TASK OBJECTIVE: Because the lines must stay identical, write out the data without changing anything.

[Saved entries]
*** Begin section ***
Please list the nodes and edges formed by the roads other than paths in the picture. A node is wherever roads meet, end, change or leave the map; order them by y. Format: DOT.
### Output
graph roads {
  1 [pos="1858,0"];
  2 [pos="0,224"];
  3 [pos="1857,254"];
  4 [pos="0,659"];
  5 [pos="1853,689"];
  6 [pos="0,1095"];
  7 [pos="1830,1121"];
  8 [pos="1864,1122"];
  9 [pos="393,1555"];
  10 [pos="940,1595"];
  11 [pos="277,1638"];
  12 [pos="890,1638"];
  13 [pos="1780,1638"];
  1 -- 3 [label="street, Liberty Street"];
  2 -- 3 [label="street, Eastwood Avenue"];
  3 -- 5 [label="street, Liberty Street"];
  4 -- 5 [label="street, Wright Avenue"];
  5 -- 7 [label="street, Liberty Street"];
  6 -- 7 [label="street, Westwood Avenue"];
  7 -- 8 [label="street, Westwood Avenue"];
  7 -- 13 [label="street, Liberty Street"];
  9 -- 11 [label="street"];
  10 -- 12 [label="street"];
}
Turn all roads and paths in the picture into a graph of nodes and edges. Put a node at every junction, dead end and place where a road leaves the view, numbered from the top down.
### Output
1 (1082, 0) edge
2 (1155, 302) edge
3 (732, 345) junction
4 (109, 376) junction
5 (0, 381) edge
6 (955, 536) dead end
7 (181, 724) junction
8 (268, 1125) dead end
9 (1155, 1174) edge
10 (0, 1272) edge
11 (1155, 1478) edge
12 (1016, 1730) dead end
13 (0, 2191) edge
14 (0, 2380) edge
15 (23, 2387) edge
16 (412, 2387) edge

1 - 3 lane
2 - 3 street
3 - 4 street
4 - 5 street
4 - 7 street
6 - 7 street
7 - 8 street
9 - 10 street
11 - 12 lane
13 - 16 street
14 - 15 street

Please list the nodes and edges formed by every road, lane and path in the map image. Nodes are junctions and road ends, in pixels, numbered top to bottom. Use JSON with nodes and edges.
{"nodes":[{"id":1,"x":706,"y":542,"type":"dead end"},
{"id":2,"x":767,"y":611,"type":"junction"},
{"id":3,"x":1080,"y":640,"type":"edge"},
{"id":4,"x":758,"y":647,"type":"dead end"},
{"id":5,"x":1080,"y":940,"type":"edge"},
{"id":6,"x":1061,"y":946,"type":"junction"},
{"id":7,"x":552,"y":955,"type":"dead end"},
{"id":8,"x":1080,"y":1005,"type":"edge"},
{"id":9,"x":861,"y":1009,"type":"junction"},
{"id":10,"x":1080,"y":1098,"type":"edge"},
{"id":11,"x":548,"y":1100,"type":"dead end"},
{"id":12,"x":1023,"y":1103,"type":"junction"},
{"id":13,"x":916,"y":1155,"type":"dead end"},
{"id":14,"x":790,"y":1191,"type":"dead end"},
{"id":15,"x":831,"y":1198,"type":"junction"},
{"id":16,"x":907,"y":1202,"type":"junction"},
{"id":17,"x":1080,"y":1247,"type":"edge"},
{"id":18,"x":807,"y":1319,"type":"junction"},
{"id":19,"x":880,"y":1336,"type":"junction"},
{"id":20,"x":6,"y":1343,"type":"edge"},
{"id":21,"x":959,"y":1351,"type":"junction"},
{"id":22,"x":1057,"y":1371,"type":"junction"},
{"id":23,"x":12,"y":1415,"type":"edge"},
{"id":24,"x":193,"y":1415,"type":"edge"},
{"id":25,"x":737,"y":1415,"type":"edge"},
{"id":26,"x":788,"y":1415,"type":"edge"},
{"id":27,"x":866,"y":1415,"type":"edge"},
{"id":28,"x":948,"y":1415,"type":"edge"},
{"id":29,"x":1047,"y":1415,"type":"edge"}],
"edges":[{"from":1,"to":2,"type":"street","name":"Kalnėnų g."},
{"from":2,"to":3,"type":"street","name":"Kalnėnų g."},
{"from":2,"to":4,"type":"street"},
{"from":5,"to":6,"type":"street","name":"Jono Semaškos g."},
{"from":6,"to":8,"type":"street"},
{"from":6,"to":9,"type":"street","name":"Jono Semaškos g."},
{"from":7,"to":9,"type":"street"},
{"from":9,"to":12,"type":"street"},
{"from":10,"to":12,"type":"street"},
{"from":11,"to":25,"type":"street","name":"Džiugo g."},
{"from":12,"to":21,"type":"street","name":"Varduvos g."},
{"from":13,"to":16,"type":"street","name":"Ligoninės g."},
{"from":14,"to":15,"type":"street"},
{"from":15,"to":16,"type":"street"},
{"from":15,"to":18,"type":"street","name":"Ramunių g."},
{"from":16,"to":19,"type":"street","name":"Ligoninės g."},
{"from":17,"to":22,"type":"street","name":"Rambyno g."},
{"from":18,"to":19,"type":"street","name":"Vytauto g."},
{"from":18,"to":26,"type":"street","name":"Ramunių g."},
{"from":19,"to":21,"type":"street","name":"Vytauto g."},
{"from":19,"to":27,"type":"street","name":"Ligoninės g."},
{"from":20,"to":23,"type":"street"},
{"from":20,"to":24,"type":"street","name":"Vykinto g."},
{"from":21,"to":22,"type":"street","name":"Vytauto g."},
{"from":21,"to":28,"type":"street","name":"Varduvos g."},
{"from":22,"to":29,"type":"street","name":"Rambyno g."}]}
*** End section ***
ANSWER:
Please list the nodes and edges formed by the roads other than paths in the picture. A node is wherever roads meet, end, change or leave the map; order them by y. Format: DOT.
### Output
graph roads {
  1 [pos="1858,0"];
  2 [pos="0,224"];
  3 [pos="1857,254"];
  4 [pos="0,659"];
  5 [pos="1853,689"];
  6 [pos="0,1095"];
  7 [pos="1830,1121"];
  8 [pos="1864,1122"];
  9 [pos="393,1555"];
  10 [pos="940,1595"];
  11 [pos="277,1638"];
  12 [pos="890,1638"];
  13 [pos="1780,1638"];
  1 -- 3 [label="street, Liberty Street"];
  2 -- 3 [label="street, Eastwood Avenue"];
  3 -- 5 [label="street, Liberty Street"];
  4 -- 5 [label="street, Wright Avenue"];
  5 -- 7 [label="street, Liberty Street"];
  6 -- 7 [label="street, Westwood Avenue"];
  7 -- 8 [label="street, Westwood Avenue"];
  7 -- 13 [label="street, Liberty Street"];
  9 -- 11 [label="street"];
  10 -- 12 [label="street"];
}
Turn all roads and paths in the picture into a graph of nodes and edges. Put a node at every junction, dead end and place where a road leaves the view, numbered from the top down.
### Output
1 (1082, 0) edge
2 (1155, 302) edge
3 (732, 345) junction
4 (109, 376) junction
5 (0, 381) edge
6 (955, 536) dead end
7 (181, 724) junction
8 (268, 1125) dead end
9 (1155, 1174) edge
10 (0, 1272) edge
11 (1155, 1478) edge
12 (1016, 1730) dead end
13 (0, 2191) edge
14 (0, 2380) edge
15 (23, 2387) edge
16 (412, 2387) edge

1 - 3 lane
2 - 3 street
3 - 4 street
4 - 5 street
4 - 7 street
6 - 7 street
7 - 8 street
9 - 10 street
11 - 12 lane
13 - 16 street
14 - 15 street

Please list the nodes and edges formed by every road, lane and path in the map image. Nodes are junctions and road ends, in pixels, numbered top to bottom. Use JSON with nodes and edges.
{"nodes":[{"id":1,"x":706,"y":542,"type":"dead end"},
{"id":2,"x":767,"y":611,"type":"junction"},
{"id":3,"x":1080,"y":640,"type":"edge"},
{"id":4,"x":758,"y":647,"type":"dead end"},
{"id":5,"x":1080,"y":940,"type":"edge"},
{"id":6,"x":1061,"y":946,"type":"junction"},
{"id":7,"x":552,"y":955,"type":"dead end"},
{"id":8,"x":1080,"y":1005,"type":"edge"},
{"id":9,"x":861,"y":1009,"type":"junction"},
{"id":10,"x":1080,"y":1098,"type":"edge"},
{"id":11,"x":548,"y":1100,"type":"dead end"},
{"id":12,"x":1023,"y":1103,"type":"junction"},
{"id":13,"x":916,"y":1155,"type":"dead end"},
{"id":14,"x":790,"y":1191,"type":"dead end"},
{"id":15,"x":831,"y":1198,"type":"junction"},
{"id":16,"x":907,"y":1202,"type":"junction"},
{"id":17,"x":1080,"y":1247,"type":"edge"},
{"id":18,"x":807,"y":1319,"type":"junction"},
{"id":19,"x":880,"y":1336,"type":"junction"},
{"id":20,"x":6,"y":1343,"type":"edge"},
{"id":21,"x":959,"y":1351,"type":"junction"},
{"id":22,"x":1057,"y":1371,"type":"junction"},
{"id":23,"x":12,"y":1415,"type":"edge"},
{"id":24,"x":193,"y":1415,"type":"edge"},
{"id":25,"x":737,"y":1415,"type":"edge"},
{"id":26,"x":788,"y":1415,"type":"edge"},
{"id":27,"x":866,"y":1415,"type":"edge"},
{"id":28,"x":948,"y":1415,"type":"edge"},
{"id":29,"x":1047,"y":1415,"type":"edge"}],
"edges":[{"from":1,"to":2,"type":"street","name":"Kalnėnų g."},
{"from":2,"to":3,"type":"street","name":"Kalnėnų g."},
{"from":2,"to":4,"type":"street"},
{"from":5,"to":6,"type":"street","name":"Jono Semaškos g."},
{"from":6,"to":8,"type":"street"},
{"from":6,"to":9,"type":"street","name":"Jono Semaškos g."},
{"from":7,"to":9,"type":"street"},
{"from":9,"to":12,"type":"street"},
{"from":10,"to":12,"type":"street"},
{"from":11,"to":25,"type":"street","name":"Džiugo g."},
{"from":12,"to":21,"type":"street","name":"Varduvos g."},
{"from":13,"to":16,"type":"street","name":"Ligoninės g."},
{"from":14,"to":15,"type":"street"},
{"from":15,"to":16,"type":"street"},
{"from":15,"to":18,"type":"street","name":"Ramunių g."},
{"from":16,"to":19,"type":"street","name":"Ligoninės g."},
{"from":17,"to":22,"type":"street","name":"Rambyno g."},
{"from":18,"to":19,"type":"street","name":"Vytauto g."},
{"from":18,"to":26,"type":"street","name":"Ramunių g."},
{"from":19,"to":21,"type":"street","name":"Vytauto g."},
{"from":19,"to":27,"type":"street","name":"Ligoninės g."},
{"from":20,"to":23,"type":"street"},
{"from":20,"to":24,"type":"street","name":"Vykinto g."},
{"from":21,"to":22,"type":"street","name":"Vytauto g."},
{"from":21,"to":28,"type":"street","name":"Varduvos g."},
{"from":22,"to":29,"type":"street","name":"Rambyno g."}]}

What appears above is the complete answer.